● Work instruction: Each entry below is to be copied verbatim, with no line missing.

Records from a collection
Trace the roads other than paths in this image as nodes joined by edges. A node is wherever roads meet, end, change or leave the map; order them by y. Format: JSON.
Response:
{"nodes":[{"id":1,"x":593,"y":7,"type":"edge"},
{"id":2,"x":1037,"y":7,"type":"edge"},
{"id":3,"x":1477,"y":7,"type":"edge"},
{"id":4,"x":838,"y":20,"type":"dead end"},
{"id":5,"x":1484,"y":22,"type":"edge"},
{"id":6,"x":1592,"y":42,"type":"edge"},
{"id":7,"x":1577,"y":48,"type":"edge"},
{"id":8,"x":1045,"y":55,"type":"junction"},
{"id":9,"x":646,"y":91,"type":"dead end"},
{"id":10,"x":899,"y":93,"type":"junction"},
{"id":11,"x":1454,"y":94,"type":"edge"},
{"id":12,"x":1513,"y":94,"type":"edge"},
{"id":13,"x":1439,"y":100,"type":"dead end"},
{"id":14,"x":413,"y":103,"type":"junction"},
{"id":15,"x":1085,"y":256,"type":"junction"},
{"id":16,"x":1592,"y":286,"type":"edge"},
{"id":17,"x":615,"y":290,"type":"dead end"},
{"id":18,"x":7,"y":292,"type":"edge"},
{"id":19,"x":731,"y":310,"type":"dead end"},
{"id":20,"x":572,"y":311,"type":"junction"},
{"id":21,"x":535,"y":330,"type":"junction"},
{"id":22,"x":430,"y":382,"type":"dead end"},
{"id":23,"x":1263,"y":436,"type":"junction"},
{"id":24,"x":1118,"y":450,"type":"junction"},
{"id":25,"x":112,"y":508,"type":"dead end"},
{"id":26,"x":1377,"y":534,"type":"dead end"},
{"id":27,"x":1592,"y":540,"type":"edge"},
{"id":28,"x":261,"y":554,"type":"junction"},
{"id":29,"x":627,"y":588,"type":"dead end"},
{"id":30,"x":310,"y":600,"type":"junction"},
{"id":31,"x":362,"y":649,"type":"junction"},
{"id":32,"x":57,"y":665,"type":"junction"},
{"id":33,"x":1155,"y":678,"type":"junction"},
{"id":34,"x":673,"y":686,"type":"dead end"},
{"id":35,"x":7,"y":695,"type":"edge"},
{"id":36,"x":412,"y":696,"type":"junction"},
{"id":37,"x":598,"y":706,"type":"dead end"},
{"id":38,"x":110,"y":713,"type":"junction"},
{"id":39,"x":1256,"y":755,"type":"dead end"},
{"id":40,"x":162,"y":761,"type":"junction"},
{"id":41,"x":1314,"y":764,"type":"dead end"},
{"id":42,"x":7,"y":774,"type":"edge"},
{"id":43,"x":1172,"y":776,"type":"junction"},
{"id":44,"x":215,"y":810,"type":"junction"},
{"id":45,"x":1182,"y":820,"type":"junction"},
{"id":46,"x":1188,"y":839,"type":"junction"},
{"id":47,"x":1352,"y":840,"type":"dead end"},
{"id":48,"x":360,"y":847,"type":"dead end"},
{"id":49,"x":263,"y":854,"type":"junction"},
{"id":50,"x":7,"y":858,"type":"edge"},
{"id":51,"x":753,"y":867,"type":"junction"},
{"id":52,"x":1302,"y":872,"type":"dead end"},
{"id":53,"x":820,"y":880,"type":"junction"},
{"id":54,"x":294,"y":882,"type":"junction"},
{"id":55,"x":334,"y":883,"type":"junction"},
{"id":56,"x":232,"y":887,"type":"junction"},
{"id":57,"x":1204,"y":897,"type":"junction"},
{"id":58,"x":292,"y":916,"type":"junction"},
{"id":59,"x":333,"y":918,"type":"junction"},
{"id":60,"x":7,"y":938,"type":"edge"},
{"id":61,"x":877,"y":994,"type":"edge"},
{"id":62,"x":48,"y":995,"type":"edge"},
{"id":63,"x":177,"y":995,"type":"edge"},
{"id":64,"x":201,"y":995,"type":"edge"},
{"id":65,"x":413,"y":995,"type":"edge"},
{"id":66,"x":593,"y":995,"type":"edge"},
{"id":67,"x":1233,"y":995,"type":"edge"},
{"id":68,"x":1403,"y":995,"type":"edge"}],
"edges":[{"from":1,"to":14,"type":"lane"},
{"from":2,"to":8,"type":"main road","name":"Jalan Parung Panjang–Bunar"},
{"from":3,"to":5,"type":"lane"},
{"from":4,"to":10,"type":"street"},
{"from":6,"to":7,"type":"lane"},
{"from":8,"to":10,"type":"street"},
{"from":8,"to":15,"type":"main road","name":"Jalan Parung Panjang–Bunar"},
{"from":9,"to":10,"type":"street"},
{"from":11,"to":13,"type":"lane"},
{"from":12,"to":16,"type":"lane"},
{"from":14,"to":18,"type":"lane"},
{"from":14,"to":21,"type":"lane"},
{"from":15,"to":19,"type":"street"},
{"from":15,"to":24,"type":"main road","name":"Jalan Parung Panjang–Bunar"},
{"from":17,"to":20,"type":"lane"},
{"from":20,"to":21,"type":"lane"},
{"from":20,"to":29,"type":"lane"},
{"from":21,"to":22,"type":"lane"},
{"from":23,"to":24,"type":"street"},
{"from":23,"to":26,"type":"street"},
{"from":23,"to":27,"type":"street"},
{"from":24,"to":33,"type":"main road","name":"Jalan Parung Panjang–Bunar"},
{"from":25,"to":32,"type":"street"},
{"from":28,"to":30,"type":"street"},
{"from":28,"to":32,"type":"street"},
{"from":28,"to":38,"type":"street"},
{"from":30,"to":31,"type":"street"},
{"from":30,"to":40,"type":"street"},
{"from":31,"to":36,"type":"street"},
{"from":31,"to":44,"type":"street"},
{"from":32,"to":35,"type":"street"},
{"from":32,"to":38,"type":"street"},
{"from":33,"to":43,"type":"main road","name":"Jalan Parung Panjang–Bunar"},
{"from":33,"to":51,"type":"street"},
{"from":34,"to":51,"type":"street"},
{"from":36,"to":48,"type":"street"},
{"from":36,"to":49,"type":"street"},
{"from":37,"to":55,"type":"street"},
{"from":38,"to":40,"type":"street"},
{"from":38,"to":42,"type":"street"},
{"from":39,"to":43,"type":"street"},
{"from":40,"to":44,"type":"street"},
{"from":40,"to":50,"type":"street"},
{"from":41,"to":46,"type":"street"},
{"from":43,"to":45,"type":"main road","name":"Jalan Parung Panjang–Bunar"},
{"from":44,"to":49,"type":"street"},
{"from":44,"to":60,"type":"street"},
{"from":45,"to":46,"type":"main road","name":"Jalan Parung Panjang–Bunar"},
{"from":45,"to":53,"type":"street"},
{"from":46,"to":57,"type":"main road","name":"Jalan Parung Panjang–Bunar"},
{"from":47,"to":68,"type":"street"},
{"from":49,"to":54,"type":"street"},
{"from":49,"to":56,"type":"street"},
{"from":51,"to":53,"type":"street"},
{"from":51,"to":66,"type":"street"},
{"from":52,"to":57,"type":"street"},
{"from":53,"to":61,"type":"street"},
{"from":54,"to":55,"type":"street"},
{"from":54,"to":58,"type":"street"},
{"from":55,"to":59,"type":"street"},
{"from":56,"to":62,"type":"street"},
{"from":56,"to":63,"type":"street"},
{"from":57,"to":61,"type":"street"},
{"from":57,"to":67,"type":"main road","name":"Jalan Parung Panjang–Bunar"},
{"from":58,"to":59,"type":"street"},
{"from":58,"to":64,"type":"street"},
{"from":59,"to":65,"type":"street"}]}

● Exercise response:
Trace the roads other than paths in this image as nodes joined by edges. A node is wherever roads meet, end, change or leave the map; order them by y. Format: JSON.
Response:
{"nodes":[{"id":1,"x":593,"y":7,"type":"edge"},
{"id":2,"x":1037,"y":7,"type":"edge"},
{"id":3,"x":1477,"y":7,"type":"edge"},
{"id":4,"x":838,"y":20,"type":"dead end"},
{"id":5,"x":1484,"y":22,"type":"edge"},
{"id":6,"x":1592,"y":42,"type":"edge"},
{"id":7,"x":1577,"y":48,"type":"edge"},
{"id":8,"x":1045,"y":55,"type":"junction"},
{"id":9,"x":646,"y":91,"type":"dead end"},
{"id":10,"x":899,"y":93,"type":"junction"},
{"id":11,"x":1454,"y":94,"type":"edge"},
{"id":12,"x":1513,"y":94,"type":"edge"},
{"id":13,"x":1439,"y":100,"type":"dead end"},
{"id":14,"x":413,"y":103,"type":"junction"},
{"id":15,"x":1085,"y":256,"type":"junction"},
{"id":16,"x":1592,"y":286,"type":"edge"},
{"id":17,"x":615,"y":290,"type":"dead end"},
{"id":18,"x":7,"y":292,"type":"edge"},
{"id":19,"x":731,"y":310,"type":"dead end"},
{"id":20,"x":572,"y":311,"type":"junction"},
{"id":21,"x":535,"y":330,"type":"junction"},
{"id":22,"x":430,"y":382,"type":"dead end"},
{"id":23,"x":1263,"y":436,"type":"junction"},
{"id":24,"x":1118,"y":450,"type":"junction"},
{"id":25,"x":112,"y":508,"type":"dead end"},
{"id":26,"x":1377,"y":534,"type":"dead end"},
{"id":27,"x":1592,"y":540,"type":"edge"},
{"id":28,"x":261,"y":554,"type":"junction"},
{"id":29,"x":627,"y":588,"type":"dead end"},
{"id":30,"x":310,"y":600,"type":"junction"},
{"id":31,"x":362,"y":649,"type":"junction"},
{"id":32,"x":57,"y":665,"type":"junction"},
{"id":33,"x":1155,"y":678,"type":"junction"},
{"id":34,"x":673,"y":686,"type":"dead end"},
{"id":35,"x":7,"y":695,"type":"edge"},
{"id":36,"x":412,"y":696,"type":"junction"},
{"id":37,"x":598,"y":706,"type":"dead end"},
{"id":38,"x":110,"y":713,"type":"junction"},
{"id":39,"x":1256,"y":755,"type":"dead end"},
{"id":40,"x":162,"y":761,"type":"junction"},
{"id":41,"x":1314,"y":764,"type":"dead end"},
{"id":42,"x":7,"y":774,"type":"edge"},
{"id":43,"x":1172,"y":776,"type":"junction"},
{"id":44,"x":215,"y":810,"type":"junction"},
{"id":45,"x":1182,"y":820,"type":"junction"},
{"id":46,"x":1188,"y":839,"type":"junction"},
{"id":47,"x":1352,"y":840,"type":"dead end"},
{"id":48,"x":360,"y":847,"type":"dead end"},
{"id":49,"x":263,"y":854,"type":"junction"},
{"id":50,"x":7,"y":858,"type":"edge"},
{"id":51,"x":753,"y":867,"type":"junction"},
{"id":52,"x":1302,"y":872,"type":"dead end"},
{"id":53,"x":820,"y":880,"type":"junction"},
{"id":54,"x":294,"y":882,"type":"junction"},
{"id":55,"x":334,"y":883,"type":"junction"},
{"id":56,"x":232,"y":887,"type":"junction"},
{"id":57,"x":1204,"y":897,"type":"junction"},
{"id":58,"x":292,"y":916,"type":"junction"},
{"id":59,"x":333,"y":918,"type":"junction"},
{"id":60,"x":7,"y":938,"type":"edge"},
{"id":61,"x":877,"y":994,"type":"edge"},
{"id":62,"x":48,"y":995,"type":"edge"},
{"id":63,"x":177,"y":995,"type":"edge"},
{"id":64,"x":201,"y":995,"type":"edge"},
{"id":65,"x":413,"y":995,"type":"edge"},
{"id":66,"x":593,"y":995,"type":"edge"},
{"id":67,"x":1233,"y":995,"type":"edge"},
{"id":68,"x":1403,"y":995,"type":"edge"}],
"edges":[{"from":1,"to":14,"type":"lane"},
{"from":2,"to":8,"type":"main road","name":"Jalan Parung Panjang–Bunar"},
{"from":3,"to":5,"type":"lane"},
{"from":4,"to":10,"type":"street"},
{"from":6,"to":7,"type":"lane"},
{"from":8,"to":10,"type":"street"},
{"from":8,"to":15,"type":"main road","name":"Jalan Parung Panjang–Bunar"},
{"from":9,"to":10,"type":"street"},
{"from":11,"to":13,"type":"lane"},
{"from":12,"to":16,"type":"lane"},
{"from":14,"to":18,"type":"lane"},
{"from":14,"to":21,"type":"lane"},
{"from":15,"to":19,"type":"street"},
{"from":15,"to":24,"type":"main road","name":"Jalan Parung Panjang–Bunar"},
{"from":17,"to":20,"type":"lane"},
{"from":20,"to":21,"type":"lane"},
{"from":20,"to":29,"type":"lane"},
{"from":21,"to":22,"type":"lane"},
{"from":23,"to":24,"type":"street"},
{"from":23,"to":26,"type":"street"},
{"from":23,"to":27,"type":"street"},
{"from":24,"to":33,"type":"main road","name":"Jalan Parung Panjang–Bunar"},
{"from":25,"to":32,"type":"street"},
{"from":28,"to":30,"type":"street"},
{"from":28,"to":32,"type":"street"},
{"from":28,"to":38,"type":"street"},
{"from":30,"to":31,"type":"street"},
{"from":30,"to":40,"type":"street"},
{"from":31,"to":36,"type":"street"},
{"from":31,"to":44,"type":"street"},
{"from":32,"to":35,"type":"street"},
{"from":32,"to":38,"type":"street"},
{"from":33,"to":43,"type":"main road","name":"Jalan Parung Panjang–Bunar"},
{"from":33,"to":51,"type":"street"},
{"from":34,"to":51,"type":"street"},
{"from":36,"to":48,"type":"street"},
{"from":36,"to":49,"type":"street"},
{"from":37,"to":55,"type":"street"},
{"from":38,"to":40,"type":"street"},
{"from":38,"to":42,"type":"street"},
{"from":39,"to":43,"type":"street"},
{"from":40,"to":44,"type":"street"},
{"from":40,"to":50,"type":"street"},
{"from":41,"to":46,"type":"street"},
{"from":43,"to":45,"type":"main road","name":"Jalan Parung Panjang–Bunar"},
{"from":44,"to":49,"type":"street"},
{"from":44,"to":60,"type":"street"},
{"from":45,"to":46,"type":"main road","name":"Jalan Parung Panjang–Bunar"},
{"from":45,"to":53,"type":"street"},
{"from":46,"to":57,"type":"main road","name":"Jalan Parung Panjang–Bunar"},
{"from":47,"to":68,"type":"street"},
{"from":49,"to":54,"type":"street"},
{"from":49,"to":56,"type":"street"},
{"from":51,"to":53,"type":"street"},
{"from":51,"to":66,"type":"street"},
{"from":52,"to":57,"type":"street"},
{"from":53,"to":61,"type":"street"},
{"from":54,"to":55,"type":"street"},
{"from":54,"to":58,"type":"street"},
{"from":55,"to":59,"type":"street"},
{"from":56,"to":62,"type":"street"},
{"from":56,"to":63,"type":"street"},
{"from":57,"to":61,"type":"street"},
{"from":57,"to":67,"type":"main road","name":"Jalan Parung Panjang–Bunar"},
{"from":58,"to":59,"type":"street"},
{"from":58,"to":64,"type":"street"},
{"from":59,"to":65,"type":"street"}]}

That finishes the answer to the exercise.